Changing current through a capacitor

I have been reading a bit lately on the basics, but I can't find an answer this question: why does the current to/from (through) a capacitor change?

Here's a little background, first, to help clarify my question. I understand that the instantaneous current through a capacitor is its capacitance multiplied by the rate of change in voltage at that point in time.

I = C dv/dt

But, in a basic circuit I've simulated, it appears that the current itself also changes. For the current to change, and with C being constant, then the rate of change of the voltage must also change, akin to acceleration in physical motion.
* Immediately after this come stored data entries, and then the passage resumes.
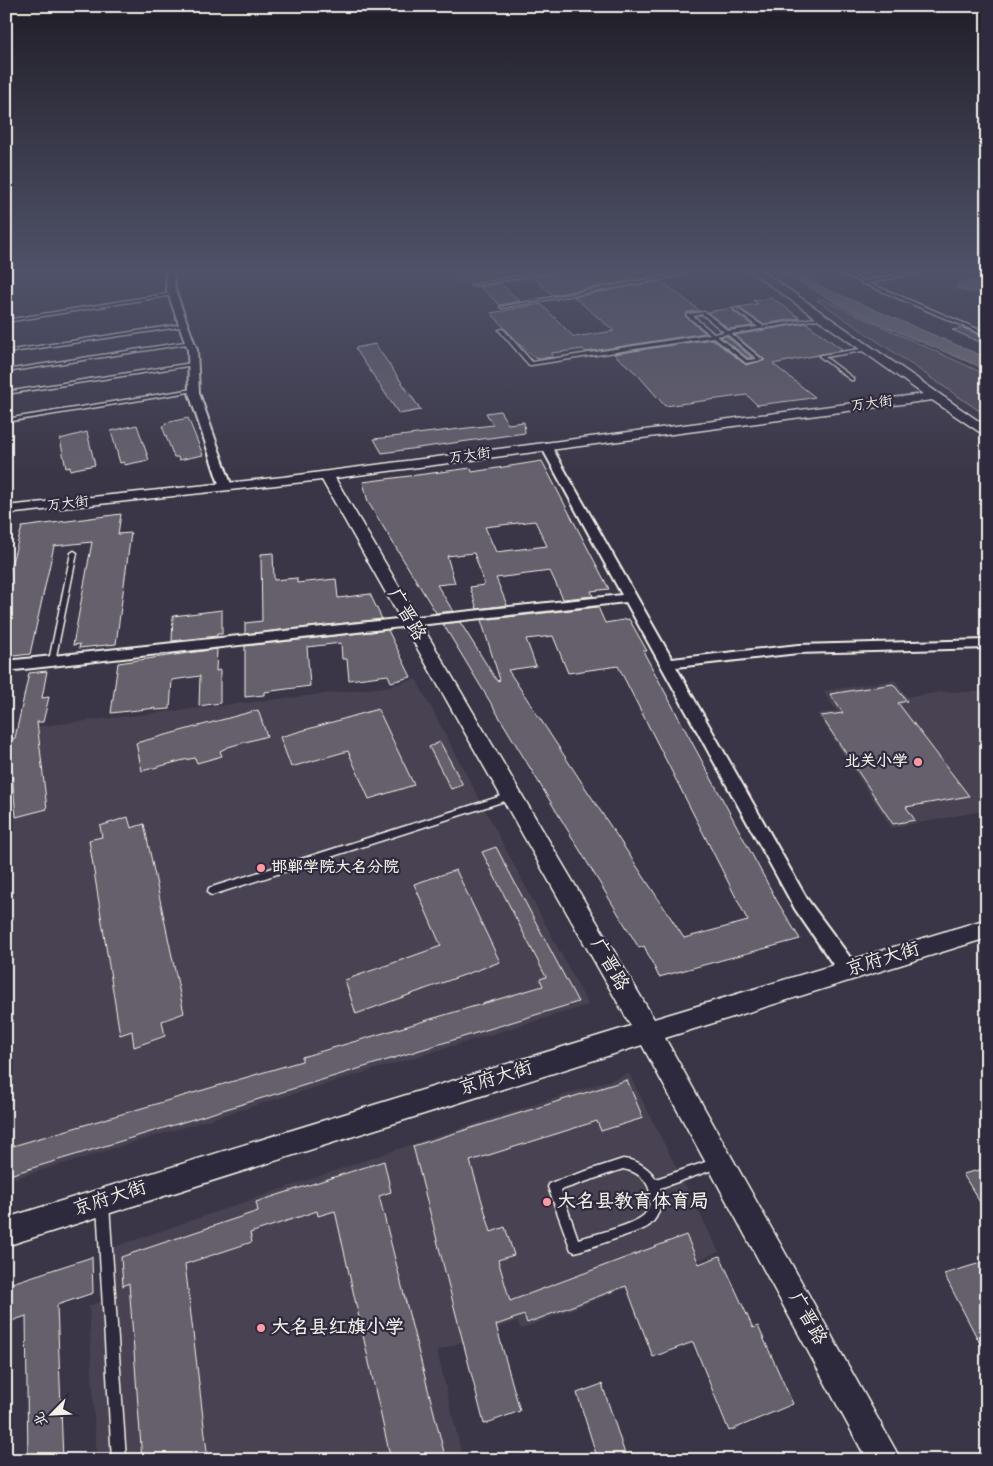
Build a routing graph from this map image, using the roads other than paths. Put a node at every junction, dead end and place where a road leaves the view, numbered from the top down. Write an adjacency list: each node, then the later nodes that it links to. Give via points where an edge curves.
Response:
1 (89, 339): 10 (lane)
2 (509, 339): 3 (lane, via 531,364)
3 (685, 339)
4 (718, 339): 5 (lane, via 746,362 761,360)
5 (736, 339)
6 (853, 339): 9 (street)
7 (864, 339): 18 (street)
8 (191, 342): 11 (street); 12 (lane)
9 (867, 349): 13 (lane, via 821,356); 16 (street)
10 (6, 352)
11 (192, 364): 14 (street); 15 (lane)
12 (6, 371)
13 (851, 379)
14 (193, 390): 17 (lane); 22 (street)
15 (6, 393)
16 (934, 396): 19 (street); 20 (street, 万大街)
17 (6, 421)
18 (987, 424)
19 (987, 433)
20 (546, 446): 21 (street, 万大街); 25 (street)
21 (326, 475): 22 (street, 万大街); 26 (street, 广晋路)
22 (226, 487): 23 (street, 万大街)
23 (6, 510)
24 (74, 553): 28 (lane)
25 (629, 598): 26 (street); 29 (street)
26 (410, 622): 28 (street); 31 (street, 广晋路)
27 (987, 644): 29 (street, via 798,649)
28 (52, 661): 30 (street)
29 (666, 664): 34 (street, via 801,904)
30 (6, 666)
31 (511, 796): 32 (lane); 35 (street, 广晋路)
32 (212, 891)
33 (987, 928): 34 (street, 京府大街)
34 (848, 970): 35 (street, 京府大街)
35 (648, 1032): 36 (street, 广晋路); 38 (street, 京府大街)
36 (720, 1162): 37 (lane); 41 (street, 广晋路)
37 (653, 1185): 37 (lane, via 655,1207 646,1221 574,1246 554,1187 623,1164 633,1165)
38 (103, 1201): 39 (street, 京府大街); 40 (lane)
39 (6, 1232)
40 (119, 1460)
41 (885, 1460)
This makes me think of "voltage acceleration" but searching for that doesn't turn up anything except for "acceleration voltage" which is related to particle acceleration. I also get no results if I search for something like "capacitor current changes over time"... at least, I get no results going any further than the initial formula above.

Any help?

Thanks!
-Phillip

Are you talking about a RC circuit (a resistor in series with a capacitor)?
In a RC circuit, when charging, the voltage across the capacitor increases thus the voltage across the resistor decreases. And with Ohm's law we know that if the voltage across the resistor decreases, the current decreases as well.

A capacitor stores charge and the basic relation is Q (total charge stored) = CV, where V is the voltage across the capacitor.
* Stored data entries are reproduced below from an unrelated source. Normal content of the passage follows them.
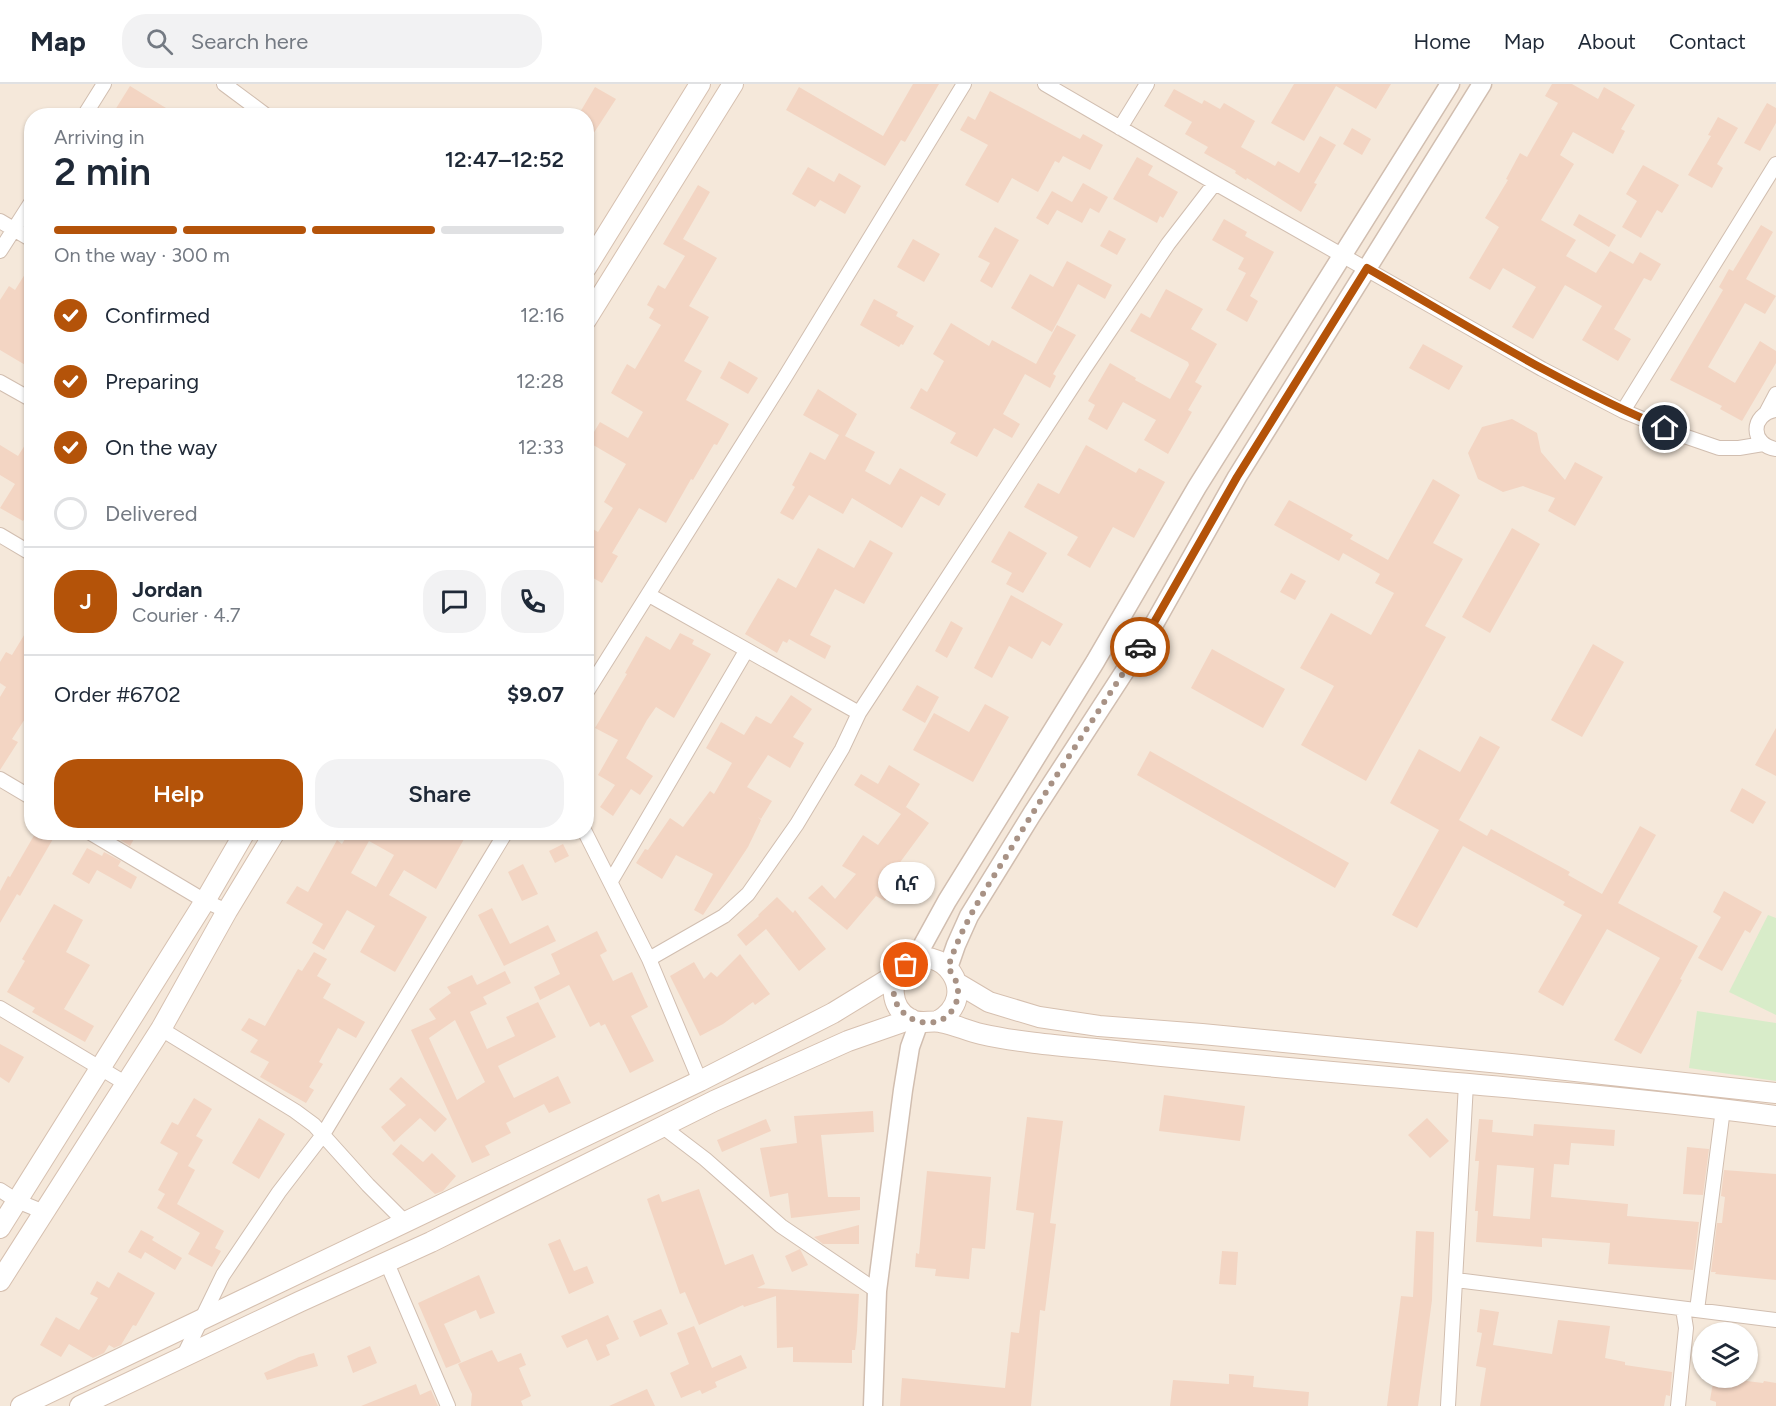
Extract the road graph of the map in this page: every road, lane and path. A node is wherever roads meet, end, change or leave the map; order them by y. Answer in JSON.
{"nodes":[{"id":1,"x":104,"y":84,"type":"edge"},
{"id":2,"x":224,"y":84,"type":"edge"},
{"id":3,"x":700,"y":84,"type":"edge"},
{"id":4,"x":733,"y":84,"type":"edge"},
{"id":5,"x":964,"y":84,"type":"edge"},
{"id":6,"x":1045,"y":84,"type":"edge"},
{"id":7,"x":1147,"y":84,"type":"edge"},
{"id":8,"x":1450,"y":84,"type":"edge"},
{"id":9,"x":1482,"y":84,"type":"edge"},
{"id":10,"x":89,"y":108,"type":"edge"},
{"id":11,"x":256,"y":108,"type":"edge"},
{"id":12,"x":1120,"y":128,"type":"junction"},
{"id":13,"x":1776,"y":164,"type":"edge"},
{"id":14,"x":1215,"y":183,"type":"junction"},
{"id":15,"x":24,"y":213,"type":"edge"},
{"id":16,"x":0,"y":221,"type":"edge"},
{"id":17,"x":14,"y":229,"type":"junction"},
{"id":18,"x":24,"y":235,"type":"edge"},
{"id":19,"x":0,"y":252,"type":"edge"},
{"id":20,"x":594,"y":254,"type":"edge"},
{"id":21,"x":1344,"y":255,"type":"junction"},
{"id":22,"x":1367,"y":268,"type":"junction"},
{"id":23,"x":594,"y":307,"type":"edge"},
{"id":24,"x":0,"y":382,"type":"edge"},
{"id":25,"x":1776,"y":394,"type":"edge"},
{"id":26,"x":24,"y":395,"type":"edge"},
{"id":27,"x":1623,"y":411,"type":"junction"},
{"id":28,"x":1771,"y":412,"type":"edge"},
{"id":29,"x":1769,"y":446,"type":"edge"},
{"id":30,"x":0,"y":535,"type":"edge"},
{"id":31,"x":24,"y":549,"type":"edge"},
{"id":32,"x":649,"y":595,"type":"junction"},
{"id":33,"x":746,"y":651,"type":"junction"},
{"id":34,"x":594,"y":681,"type":"edge"},
{"id":35,"x":860,"y":713,"type":"junction"},
{"id":36,"x":0,"y":779,"type":"edge"},
{"id":37,"x":24,"y":793,"type":"edge"},
{"id":38,"x":102,"y":840,"type":"edge"},
{"id":39,"x":240,"y":840,"type":"edge"},
{"id":40,"x":269,"y":840,"type":"edge"},
{"id":41,"x":501,"y":840,"type":"edge"},
{"id":42,"x":589,"y":840,"type":"edge"},
{"id":43,"x":611,"y":881,"type":"junction"},
{"id":44,"x":205,"y":901,"type":"junction"},
{"id":45,"x":227,"y":911,"type":"junction"},
{"id":46,"x":649,"y":959,"type":"junction"},
{"id":47,"x":907,"y":966,"type":"junction"},
{"id":48,"x":953,"y":976,"type":"junction"},
{"id":49,"x":0,"y":1008,"type":"edge"},
{"id":50,"x":922,"y":1021,"type":"junction"},
{"id":51,"x":160,"y":1029,"type":"junction"},
{"id":52,"x":99,"y":1068,"type":"junction"},
{"id":53,"x":700,"y":1081,"type":"junction"},
{"id":54,"x":124,"y":1083,"type":"junction"},
{"id":55,"x":1466,"y":1084,"type":"junction"},
{"id":56,"x":1776,"y":1093,"type":"edge"},
{"id":57,"x":1723,"y":1109,"type":"junction"},
{"id":58,"x":1776,"y":1116,"type":"edge"},
{"id":59,"x":663,"y":1126,"type":"junction"},
{"id":60,"x":322,"y":1136,"type":"junction"},
{"id":61,"x":0,"y":1190,"type":"edge"},
{"id":62,"x":17,"y":1201,"type":"junction"},
{"id":63,"x":44,"y":1212,"type":"junction"},
{"id":64,"x":406,"y":1223,"type":"junction"},
{"id":65,"x":0,"y":1228,"type":"edge"},
{"id":66,"x":387,"y":1263,"type":"junction"},
{"id":67,"x":1456,"y":1280,"type":"junction"},
{"id":68,"x":0,"y":1281,"type":"edge"},
{"id":69,"x":878,"y":1291,"type":"junction"},
{"id":70,"x":1683,"y":1309,"type":"junction"},
{"id":71,"x":1697,"y":1310,"type":"junction"},
{"id":72,"x":201,"y":1320,"type":"junction"},
{"id":73,"x":1776,"y":1320,"type":"edge"},
{"id":74,"x":183,"y":1357,"type":"junction"},
{"id":75,"x":21,"y":1406,"type":"edge"},
{"id":76,"x":80,"y":1406,"type":"edge"},
{"id":77,"x":448,"y":1406,"type":"edge"},
{"id":78,"x":873,"y":1406,"type":"edge"},
{"id":79,"x":1448,"y":1406,"type":"edge"},
{"id":80,"x":1678,"y":1406,"type":"edge"}],
"edges":[{"from":1,"to":10,"type":"street"},
{"from":2,"to":11,"type":"street"},
{"from":3,"to":20,"type":"main road"},
{"from":4,"to":23,"type":"main road"},
{"from":5,"to":32,"type":"street"},
{"from":6,"to":12,"type":"street"},
{"from":7,"to":12,"type":"street"},
{"from":8,"to":21,"type":"street"},
{"from":9,"to":22,"type":"street"},
{"from":12,"to":14,"type":"street"},
{"from":13,"to":27,"type":"street"},
{"from":14,"to":21,"type":"street"},
{"from":14,"to":35,"type":"street"},
{"from":15,"to":17,"type":"street"},
{"from":16,"to":17,"type":"street"},
{"from":17,"to":18,"type":"street"},
{"from":17,"to":19,"type":"street"},
{"from":21,"to":22,"type":"street"},
{"from":21,"to":47,"type":"street"},
{"from":22,"to":27,"type":"street"},
{"from":22,"to":48,"type":"street"},
{"from":24,"to":26,"type":"street"},
{"from":25,"to":28,"type":"street"},
{"from":27,"to":29,"type":"street"},
{"from":28,"to":29,"type":"street"},
{"from":30,"to":31,"type":"street"},
{"from":32,"to":33,"type":"street"},
{"from":32,"to":34,"type":"street"},
{"from":33,"to":35,"type":"street"},
{"from":33,"to":43,"type":"street"},
{"from":35,"to":46,"type":"street"},
{"from":36,"to":37,"type":"street"},
{"from":38,"to":44,"type":"street"},
{"from":39,"to":44,"type":"main road"},
{"from":40,"to":45,"type":"main road"},
{"from":41,"to":60,"type":"street"},
{"from":42,"to":43,"type":"street"},
{"from":43,"to":46,"type":"street"},
{"from":44,"to":45,"type":"street"},
{"from":44,"to":52,"type":"main road"},
{"from":45,"to":51,"type":"main road"},
{"from":46,"to":53,"type":"street"},
{"from":47,"to":48,"type":"main road"},
{"from":47,"to":50,"type":"main road"},
{"from":47,"to":53,"type":"main road"},
{"from":48,"to":50,"type":"main road"},
{"from":48,"to":56,"type":"main road"},
{"from":49,"to":52,"type":"street"},
{"from":50,"to":55,"type":"main road"},
{"from":50,"to":59,"type":"main road"},
{"from":50,"to":69,"type":"street"},
{"from":51,"to":54,"type":"main road"},
{"from":51,"to":60,"type":"street"},
{"from":52,"to":54,"type":"street"},
{"from":52,"to":62,"type":"main road"},
{"from":53,"to":64,"type":"main road"},
{"from":54,"to":63,"type":"main road"},
{"from":55,"to":57,"type":"main road"},
{"from":55,"to":67,"type":"street"},
{"from":57,"to":58,"type":"main road"},
{"from":57,"to":71,"type":"street"},
{"from":59,"to":66,"type":"main road"},
{"from":59,"to":69,"type":"street"},
{"from":60,"to":64,"type":"street"},
{"from":60,"to":72,"type":"street"},
{"from":61,"to":62,"type":"street"},
{"from":62,"to":63,"type":"street"},
{"from":62,"to":65,"type":"main road"},
{"from":63,"to":68,"type":"main road"},
{"from":64,"to":72,"type":"main road"},
{"from":66,"to":74,"type":"main road"},
{"from":66,"to":77,"type":"street"},
{"from":67,"to":70,"type":"street"},
{"from":67,"to":79,"type":"street"},
{"from":69,"to":78,"type":"street"},
{"from":70,"to":71,"type":"street"},
{"from":70,"to":80,"type":"street"},
{"from":71,"to":73,"type":"street"},
{"from":72,"to":74,"type":"street"},
{"from":72,"to":75,"type":"main road"},
{"from":74,"to":76,"type":"main road"}]}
If the voltage changes, the charge must change, so current I = dQ/dt must flow into or out of the capacitor.

phillipt:
I have been reading a bit lately on the basics, but I can't find an answer this question: why does the current to/from (through) a capacitor change?

Here's a little background, first, to help clarify my question. I understand that the instantaneous current through a capacitor is its capacitance multiplied by the rate of change in velocity at that point in time.

I = C dv/dt

Rearranging that equation might help alleviate your confusion, I think:

dv/dt = I/C

which says that the rate of change of voltage across a capacitor is proportional to the current flowing through the capacitor and inversely proportional to its capacitance; and when the above is expressed in units of volts, seconds, amperes and farads, the relationship is exact.

In a sense, I think your confusion comes from reversing cause and effect: usually, the current through the capacitor is largely determined by other things going on in the circuit (voltages, resistances, etc.), and the effect of the current is to change the voltage across the capacitor over time.

Of course, as the capacitor voltage changes it, in turn, may cause some change in the current flowing through the capacitor (as in a simple RC filter); but for the most part, current can be thought of as the "cause", and dv/dt the "effect."

There are some simpler ways to think about this stuff if you haven't taken calculus.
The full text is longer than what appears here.